Ellershaw se acercó luego a su escritorio, del que sacó un bol lleno de sus pepitas de color marrón y partió una con los dientes.
– Esos que habéis visto, Weaver, son los que yo llamo la Santísima Trinidad, -Se rió de su ocurrencia-. Esos bufones podrían presentarse en público llevando solo las pieles de oso de un salvaje americano, y en cuestión de tres días no habría en todo Londres un caballero que no vistiera así. Tengo un grupo de damas que utilizo para el mismo propósito. Así que me veo obligado a felicitaros; aún no lleváis diez minutos como empleado mío, y ya habéis descubierto el gran secreto del comercio de los tejidos indios en este país: que solo tenéis que regalar parte de vuestros bienes a unas pocas personas capaces de crear una moda, para que esta quede ya fijada. Se hablará del nuevo estilo en los periódicos y revistas, y pronto se extenderá a las provincias, desde donde reclamarán también vuestros tejidos. Nos suplican, nos suplican, repito, que les vendamos nuestros productos importados a cualquier precio que queramos fijarles.

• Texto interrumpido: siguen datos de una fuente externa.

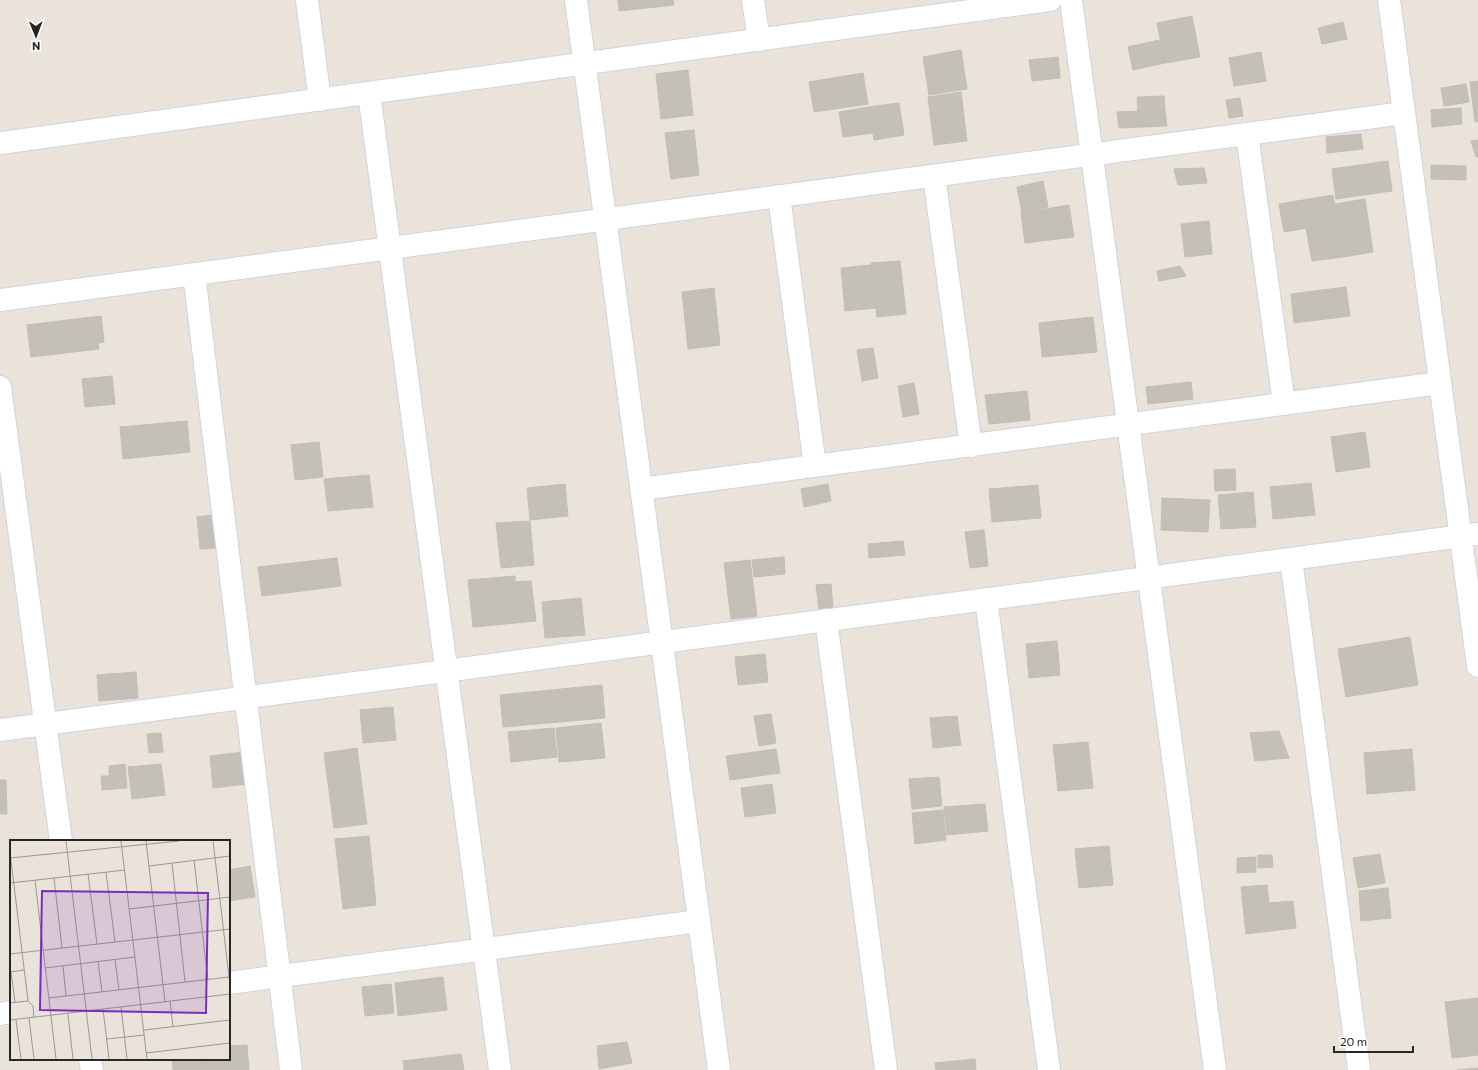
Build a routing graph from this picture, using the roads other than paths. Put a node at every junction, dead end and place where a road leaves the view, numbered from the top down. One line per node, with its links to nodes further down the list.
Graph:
1 (307, 0): 11 (street)
2 (576, 0): 9 (street)
3 (753, 0): 8 (street)
4 (1050, 0): 7 (street)
5 (1071, 0): 15 (street)
6 (1389, 0): 12 (street)
7 (915, 9): 8 (street)
8 (759, 40): 9 (street)
9 (584, 63): 10 (street); 18 (street)
10 (369, 93): 11 (street); 19 (street)
11 (320, 100): 14 (street)
12 (1404, 113): 13 (street); 22 (street)
13 (1247, 134): 15 (street); 24 (street)
14 (0, 143)
15 (1092, 155): 16 (street); 25 (street)
16 (934, 176): 17 (street); 26 (street)
17 (779, 196): 18 (street); 27 (street)
18 (605, 220): 19 (street); 28 (street)
19 (390, 248): 20 (street); 36 (street)
20 (194, 274): 21 (street); 37 (street)
21 (0, 300)
22 (1440, 383): 24 (street); 29 (street)
23 (0, 387): 38 (street)
24 (1284, 404): 25 (street)
25 (1128, 424): 26 (street); 31 (street)
26 (971, 446): 27 (street)
27 (815, 466): 28 (street)
28 (641, 489): 34 (street)
29 (1469, 535): 30 (street); 35 (street)
30 (1291, 558): 31 (street); 55 (street)
31 (1148, 577): 32 (street); 54 (street)
32 (986, 599): 33 (street); 53 (street)
33 (826, 620): 34 (street); 52 (street)
34 (662, 642): 36 (street); 41 (street)
35 (1478, 666)
36 (446, 671): 37 (street); 42 (street)
37 (246, 697): 38 (street); 43 (street)
38 (45, 724): 39 (street); 40 (street)
39 (0, 730)
40 (61, 840)
41 (699, 921): 42 (street); 51 (street)
42 (484, 950): 43 (street); 50 (street)
43 (280, 977): 44 (street); 49 (street)
44 (230, 984)
45 (10, 1012): 46 (street)
46 (0, 1014)
47 (90, 1060): 48 (street)
48 (92, 1070)
49 (291, 1070)
50 (500, 1070)
51 (719, 1070)
52 (886, 1070)
53 (1049, 1070)
54 (1215, 1070)
55 (1359, 1070)

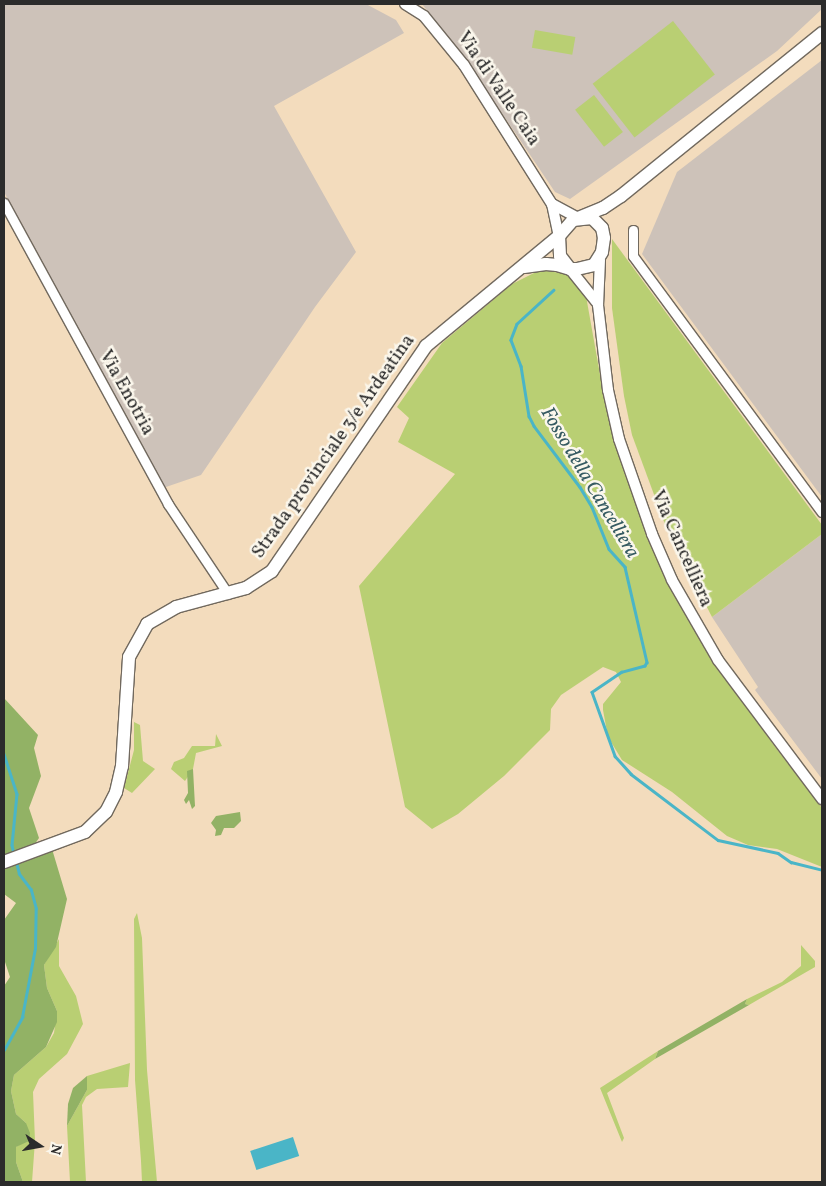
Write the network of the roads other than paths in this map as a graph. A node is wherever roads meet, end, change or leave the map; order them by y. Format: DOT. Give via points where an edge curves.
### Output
graph roads {
  1 [pos="404,4"];
  2 [pos="822,33"];
  3 [pos="621,196"];
  4 [pos="4,202"];
  5 [pos="552,204"];
  6 [pos="578,218"];
  7 [pos="634,230"];
  8 [pos="604,232"];
  9 [pos="560,236"];
  10 [pos="600,260"];
  11 [pos="520,269"];
  12 [pos="570,269"];
  13 [pos="598,305"];
  14 [pos="822,512"];
  15 [pos="228,594"];
  16 [pos="822,799"];
  17 [pos="4,862"];
  1 -- 5 [label="street, Via di Valle Caia" via="424,16 464,65"];
  2 -- 3 [label="main road"];
  3 -- 6 [label="main road"];
  3 -- 8 [label="main road" via="609,212"];
  4 -- 15 [label="street, Via Enotria" via="168,504"];
  5 -- 6 [label="street, Via di Valle Caia"];
  5 -- 9 [label="street, Via di Valle Caia"];
  6 -- 8 [label="main road" via="595,220"];
  6 -- 9 [label="main road" via="567,225"];
  7 -- 14 [label="street" via="633,256"];
  8 -- 10 [label="main road"];
  9 -- 11 [label="main road, Strada provinciale 3/e Ardeatina"];
  9 -- 12 [label="main road" via="560,256"];
  10 -- 12 [label="main road" via="584,269"];
  10 -- 13 [label="street, Via Cancelliera"];
  11 -- 12 [label="main road" via="546,264"];
  11 -- 15 [label="main road, Strada provinciale 3/e Ardeatina" via="426,346 277,566 252,585"];
  12 -- 13 [label="street, Via Cancelliera" via="586,285"];
  13 -- 16 [label="street, Via Cancelliera" via="608,390 619,438 652,534 672,580 718,660"];
  15 -- 17 [label="main road, Strada provinciale 3/e Ardeatina" via="170,609 142,630 128,662 124,750 111,803 90,828"];
}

– Suena muy agradable todo eso -le dije.
– Así son los negocios del mundo moderno. Vos sois bastante joven aún, diría. Cuando nacisteis, los hombres elaboraban su propia cerveza, las mujeres amasaban su pan y cosían sus ropas. La necesidad impulsó el comercio. Ahora todas esas cosas se compran y solo a los más atrasados y engreídos se les ocurre amasar su pan o fermentar su cerveza. En los años que llevo de vida, y gracias a mi propio trabajo en las Indias, ya no es la necesidad, sino el deseo, lo que impulsa el comercio. Cuando yo era niño, un hombre podía matar por unas pocas monedas que le permitieran llevar un mendrugo de pan a su familia. No recuerdo cuándo fue la última vez que oí algo así, pero ahora no pasa una semana sin que me hablen de algún crimen atroz cometido por un hombre que quería dinero para comprar un traje nuevo, una joya, un sombrero o un gorrito de moda para su mujer.